◆ ACTIVITY:
Retype the entries in full.
[[ LISTED ENTRIES open ]]
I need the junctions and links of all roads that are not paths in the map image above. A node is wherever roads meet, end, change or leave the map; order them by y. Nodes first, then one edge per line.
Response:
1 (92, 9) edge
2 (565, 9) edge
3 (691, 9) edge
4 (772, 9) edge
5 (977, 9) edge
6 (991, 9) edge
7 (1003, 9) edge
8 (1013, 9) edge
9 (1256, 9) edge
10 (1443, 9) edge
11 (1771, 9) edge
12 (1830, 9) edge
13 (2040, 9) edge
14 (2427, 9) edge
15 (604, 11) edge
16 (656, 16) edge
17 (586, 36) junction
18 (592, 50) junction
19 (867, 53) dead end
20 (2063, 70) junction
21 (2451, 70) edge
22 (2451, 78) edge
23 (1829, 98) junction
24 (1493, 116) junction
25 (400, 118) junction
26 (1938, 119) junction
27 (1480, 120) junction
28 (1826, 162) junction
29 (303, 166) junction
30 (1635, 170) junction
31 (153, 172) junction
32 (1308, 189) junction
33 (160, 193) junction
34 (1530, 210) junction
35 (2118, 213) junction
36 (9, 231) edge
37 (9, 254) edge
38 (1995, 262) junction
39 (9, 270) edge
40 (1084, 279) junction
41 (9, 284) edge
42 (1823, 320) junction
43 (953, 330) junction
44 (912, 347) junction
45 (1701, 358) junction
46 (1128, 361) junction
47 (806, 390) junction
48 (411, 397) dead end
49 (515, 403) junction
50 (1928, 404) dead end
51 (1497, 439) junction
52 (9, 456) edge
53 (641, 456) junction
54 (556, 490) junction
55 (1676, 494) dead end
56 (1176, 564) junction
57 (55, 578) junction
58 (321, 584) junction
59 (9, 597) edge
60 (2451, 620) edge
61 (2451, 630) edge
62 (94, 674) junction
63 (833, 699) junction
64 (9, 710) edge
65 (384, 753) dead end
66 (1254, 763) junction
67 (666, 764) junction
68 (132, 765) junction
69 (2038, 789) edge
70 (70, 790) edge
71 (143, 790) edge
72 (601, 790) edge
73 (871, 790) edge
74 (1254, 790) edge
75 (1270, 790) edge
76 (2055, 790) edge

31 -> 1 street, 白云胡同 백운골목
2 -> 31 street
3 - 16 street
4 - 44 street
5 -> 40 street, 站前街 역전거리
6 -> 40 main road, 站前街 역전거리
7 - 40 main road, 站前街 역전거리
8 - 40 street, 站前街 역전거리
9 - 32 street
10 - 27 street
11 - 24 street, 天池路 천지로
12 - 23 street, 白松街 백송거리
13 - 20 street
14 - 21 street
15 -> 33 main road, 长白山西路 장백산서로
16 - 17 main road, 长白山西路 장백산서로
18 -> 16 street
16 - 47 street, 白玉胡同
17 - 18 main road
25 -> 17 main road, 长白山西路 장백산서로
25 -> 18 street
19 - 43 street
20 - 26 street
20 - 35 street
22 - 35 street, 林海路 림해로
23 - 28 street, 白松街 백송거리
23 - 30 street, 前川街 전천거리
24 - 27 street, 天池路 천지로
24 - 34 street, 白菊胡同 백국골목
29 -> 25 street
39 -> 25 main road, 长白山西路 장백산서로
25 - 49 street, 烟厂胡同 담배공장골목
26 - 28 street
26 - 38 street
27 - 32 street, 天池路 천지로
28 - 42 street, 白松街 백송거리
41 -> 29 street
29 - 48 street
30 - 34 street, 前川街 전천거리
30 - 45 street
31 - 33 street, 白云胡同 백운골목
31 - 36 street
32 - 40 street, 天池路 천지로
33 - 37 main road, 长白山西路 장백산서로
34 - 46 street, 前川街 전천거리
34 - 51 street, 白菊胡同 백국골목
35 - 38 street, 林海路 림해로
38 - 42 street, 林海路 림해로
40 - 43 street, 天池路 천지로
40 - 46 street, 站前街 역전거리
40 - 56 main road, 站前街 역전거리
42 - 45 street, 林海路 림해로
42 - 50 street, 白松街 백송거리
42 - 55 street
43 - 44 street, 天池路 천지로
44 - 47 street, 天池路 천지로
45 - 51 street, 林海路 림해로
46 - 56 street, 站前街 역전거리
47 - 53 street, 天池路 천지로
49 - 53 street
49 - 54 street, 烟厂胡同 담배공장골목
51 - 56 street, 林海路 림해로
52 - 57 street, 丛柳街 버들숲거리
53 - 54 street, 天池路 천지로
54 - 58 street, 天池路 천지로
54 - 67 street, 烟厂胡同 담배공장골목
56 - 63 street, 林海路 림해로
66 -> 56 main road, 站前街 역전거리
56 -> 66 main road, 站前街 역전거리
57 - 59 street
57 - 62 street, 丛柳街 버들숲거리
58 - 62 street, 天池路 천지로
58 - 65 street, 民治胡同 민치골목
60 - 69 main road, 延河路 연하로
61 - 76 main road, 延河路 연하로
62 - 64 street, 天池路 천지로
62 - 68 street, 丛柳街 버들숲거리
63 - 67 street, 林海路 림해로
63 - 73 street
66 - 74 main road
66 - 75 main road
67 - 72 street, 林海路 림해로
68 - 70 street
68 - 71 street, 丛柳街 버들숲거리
[[ LISTED ENTRIES closed ]]
◆ RESULT OF THE TASK:
I need the junctions and links of all roads that are not paths in the map image above. A node is wherever roads meet, end, change or leave the map; order them by y. Nodes first, then one edge per line.
Response:
1 (92, 9) edge
2 (565, 9) edge
3 (691, 9) edge
4 (772, 9) edge
5 (977, 9) edge
6 (991, 9) edge
7 (1003, 9) edge
8 (1013, 9) edge
9 (1256, 9) edge
10 (1443, 9) edge
11 (1771, 9) edge
12 (1830, 9) edge
13 (2040, 9) edge
14 (2427, 9) edge
15 (604, 11) edge
16 (656, 16) edge
17 (586, 36) junction
18 (592, 50) junction
19 (867, 53) dead end
20 (2063, 70) junction
21 (2451, 70) edge
22 (2451, 78) edge
23 (1829, 98) junction
24 (1493, 116) junction
25 (400, 118) junction
26 (1938, 119) junction
27 (1480, 120) junction
28 (1826, 162) junction
29 (303, 166) junction
30 (1635, 170) junction
31 (153, 172) junction
32 (1308, 189) junction
33 (160, 193) junction
34 (1530, 210) junction
35 (2118, 213) junction
36 (9, 231) edge
37 (9, 254) edge
38 (1995, 262) junction
39 (9, 270) edge
40 (1084, 279) junction
41 (9, 284) edge
42 (1823, 320) junction
43 (953, 330) junction
44 (912, 347) junction
45 (1701, 358) junction
46 (1128, 361) junction
47 (806, 390) junction
48 (411, 397) dead end
49 (515, 403) junction
50 (1928, 404) dead end
51 (1497, 439) junction
52 (9, 456) edge
53 (641, 456) junction
54 (556, 490) junction
55 (1676, 494) dead end
56 (1176, 564) junction
57 (55, 578) junction
58 (321, 584) junction
59 (9, 597) edge
60 (2451, 620) edge
61 (2451, 630) edge
62 (94, 674) junction
63 (833, 699) junction
64 (9, 710) edge
65 (384, 753) dead end
66 (1254, 763) junction
67 (666, 764) junction
68 (132, 765) junction
69 (2038, 789) edge
70 (70, 790) edge
71 (143, 790) edge
72 (601, 790) edge
73 (871, 790) edge
74 (1254, 790) edge
75 (1270, 790) edge
76 (2055, 790) edge

31 -> 1 street, 白云胡同 백운골목
2 -> 31 street
3 - 16 street
4 - 44 street
5 -> 40 street, 站前街 역전거리
6 -> 40 main road, 站前街 역전거리
7 - 40 main road, 站前街 역전거리
8 - 40 street, 站前街 역전거리
9 - 32 street
10 - 27 street
11 - 24 street, 天池路 천지로
12 - 23 street, 白松街 백송거리
13 - 20 street
14 - 21 street
15 -> 33 main road, 长白山西路 장백산서로
16 - 17 main road, 长白山西路 장백산서로
18 -> 16 street
16 - 47 street, 白玉胡同
17 - 18 main road
25 -> 17 main road, 长白山西路 장백산서로
25 -> 18 street
19 - 43 street
20 - 26 street
20 - 35 street
22 - 35 street, 林海路 림해로
23 - 28 street, 白松街 백송거리
23 - 30 street, 前川街 전천거리
24 - 27 street, 天池路 천지로
24 - 34 street, 白菊胡同 백국골목
29 -> 25 street
39 -> 25 main road, 长白山西路 장백산서로
25 - 49 street, 烟厂胡同 담배공장골목
26 - 28 street
26 - 38 street
27 - 32 street, 天池路 천지로
28 - 42 street, 白松街 백송거리
41 -> 29 street
29 - 48 street
30 - 34 street, 前川街 전천거리
30 - 45 street
31 - 33 street, 白云胡同 백운골목
31 - 36 street
32 - 40 street, 天池路 천지로
33 - 37 main road, 长白山西路 장백산서로
34 - 46 street, 前川街 전천거리
34 - 51 street, 白菊胡同 백국골목
35 - 38 street, 林海路 림해로
38 - 42 street, 林海路 림해로
40 - 43 street, 天池路 천지로
40 - 46 street, 站前街 역전거리
40 - 56 main road, 站前街 역전거리
42 - 45 street, 林海路 림해로
42 - 50 street, 白松街 백송거리
42 - 55 street
43 - 44 street, 天池路 천지로
44 - 47 street, 天池路 천지로
45 - 51 street, 林海路 림해로
46 - 56 street, 站前街 역전거리
47 - 53 street, 天池路 천지로
49 - 53 street
49 - 54 street, 烟厂胡同 담배공장골목
51 - 56 street, 林海路 림해로
52 - 57 street, 丛柳街 버들숲거리
53 - 54 street, 天池路 천지로
54 - 58 street, 天池路 천지로
54 - 67 street, 烟厂胡同 담배공장골목
56 - 63 street, 林海路 림해로
66 -> 56 main road, 站前街 역전거리
56 -> 66 main road, 站前街 역전거리
57 - 59 street
57 - 62 street, 丛柳街 버들숲거리
58 - 62 street, 天池路 천지로
58 - 65 street, 民治胡同 민치골목
60 - 69 main road, 延河路 연하로
61 - 76 main road, 延河路 연하로
62 - 64 street, 天池路 천지로
62 - 68 street, 丛柳街 버들숲거리
63 - 67 street, 林海路 림해로
63 - 73 street
66 - 74 main road
66 - 75 main road
67 - 72 street, 林海路 림해로
68 - 70 street
68 - 71 street, 丛柳街 버들숲거리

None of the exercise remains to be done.